Strangulating lipomas: One of the more common obstructions we see, especially in older horses, is something called a strangulating lipoma. A “lipoma” is a benign fatty tumor that develops within the mesentery. (We call it “benign” because it’s a tumor that does not metastasize to other parts of the body. But that doesn’t make it less serious.) Lipomas typically hang from a stalk, which makes them a ticking time bomb for colic – at some point in the horse’s life it can wrap itself around the small intestine, cutting off the blood supply and causing sudden, extreme signs of pain.
Internal hernias: A “hernia” is when normal tissue slips through a normal or abnormal hole in the body. When we talk about small intestinal herniation, we mean there is an opening that the small intestine moves through and gets trapped. These openings can be anatomical openings (such as an inguinal hernia) or holes that have developed in other structures due to previous trauma or a defect from birth (such as a tear in the mesentery or the diaphragm). A small, normal hole in the mesentery is called the “epiploic foramen”, which can occasionally trap the small intestine and cause a strangulation.
Intussusception: Prounounced in-tus-sus-sep-shun, these are more common in younger horses. This occurs when one piece of small intestine telescopes into another piece of small intestine. We often suspect that a heavy parasite burden leads to this disorder, however sometimes we just don’t find an answer. While this isn’t truly a “strangulation”, it kind of acts in a similar manner.
Regardless of how it happens, small intestinal strangulations are a serious problem. Horses are often in extreme pain and are found thrashing. They have elevated heart rates, oftentimes over 80 bpm and head wounds are not uncommon (from throwing themselves into the wall). The clinical signs of associated with this are not pretty. Further diagnostics can be done to confirm, such as a rectal exam and ultrasound, but referral to a surgical facility should be foremost on your mind.
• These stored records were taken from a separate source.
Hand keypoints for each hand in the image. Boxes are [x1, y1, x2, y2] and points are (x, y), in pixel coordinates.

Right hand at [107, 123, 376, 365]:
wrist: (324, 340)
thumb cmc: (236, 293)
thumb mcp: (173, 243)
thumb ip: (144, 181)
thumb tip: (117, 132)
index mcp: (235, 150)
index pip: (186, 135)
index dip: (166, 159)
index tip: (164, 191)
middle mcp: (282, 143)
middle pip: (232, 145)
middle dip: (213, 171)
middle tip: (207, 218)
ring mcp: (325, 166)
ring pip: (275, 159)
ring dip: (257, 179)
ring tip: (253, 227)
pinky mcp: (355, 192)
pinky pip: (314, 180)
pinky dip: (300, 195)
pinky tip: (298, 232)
Why is it so painful? Because the blood supply to the area of strangulated intestine has been cut off, and the tissue is in the process of dieing. While the tissue is compromised, it is releasing toxins into the bloodstream, which further sickens the patient. These cases become critical quickly and surgery is really the only option.
Once the horse goes to surgery, some questions still remain. (You can answer some of those questions at this blog.) The tissue is not always dead, and simply removing the obstruction can allow blood to flow back into it. If this occurs, then the tissue will regain a more normal color. If not, then that section of bowel has to be removed, and the cut ends reattached. This is referred to as an resection-anastamosis. If a small section, of bowel is compromised (a few feet), then chances of survival increase. However, if large amounts are affected, prognosis will drop quickly. A horse can have up to 50% of its small intestine removed, but taking 30-40 feet of SI out is a risky endeavor. Many times, the decision needs to be made whether to finish the surgery, or to euthanize while under anesthesia.
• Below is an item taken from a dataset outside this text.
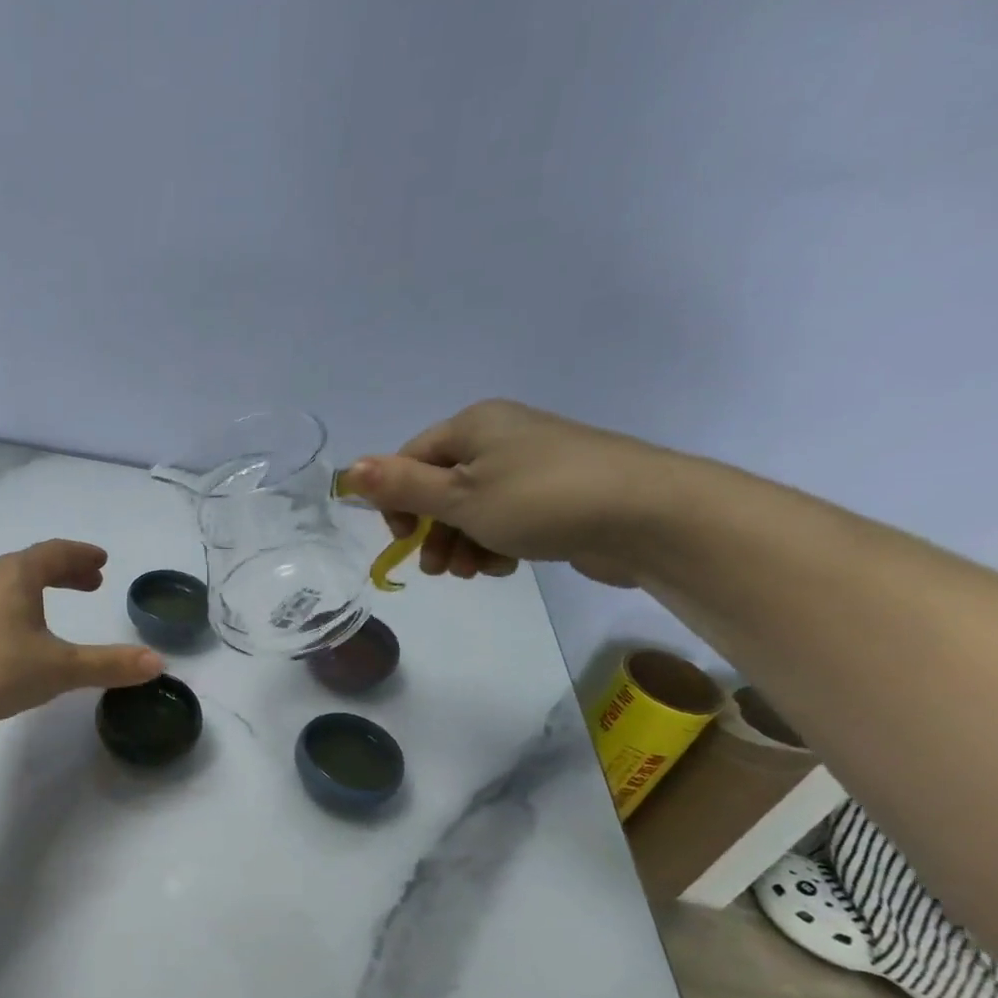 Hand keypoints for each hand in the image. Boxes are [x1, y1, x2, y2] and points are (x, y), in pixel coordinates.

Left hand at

If the horse is recovered, the battle doesn’t end once surgery is done. Initial recovery for these horses requires about 2 weeks in a hospital with IV fluids, antibiotics and pain medications. Diets are slowly introduced to allow the gut to heal and not have to work too hard. These horses have to be monitored very closely for secondary signs, such as recurrence of colic or for laminitis.
Small intestinal strangulations are one of the more severe types of colic. Treatment must be fast and aggressive, and even then it’s not always successful. Always have a trailer readily available in case you need to transfer to a surgical facility. Time can be critical in these situations, and an hour can make a huge difference.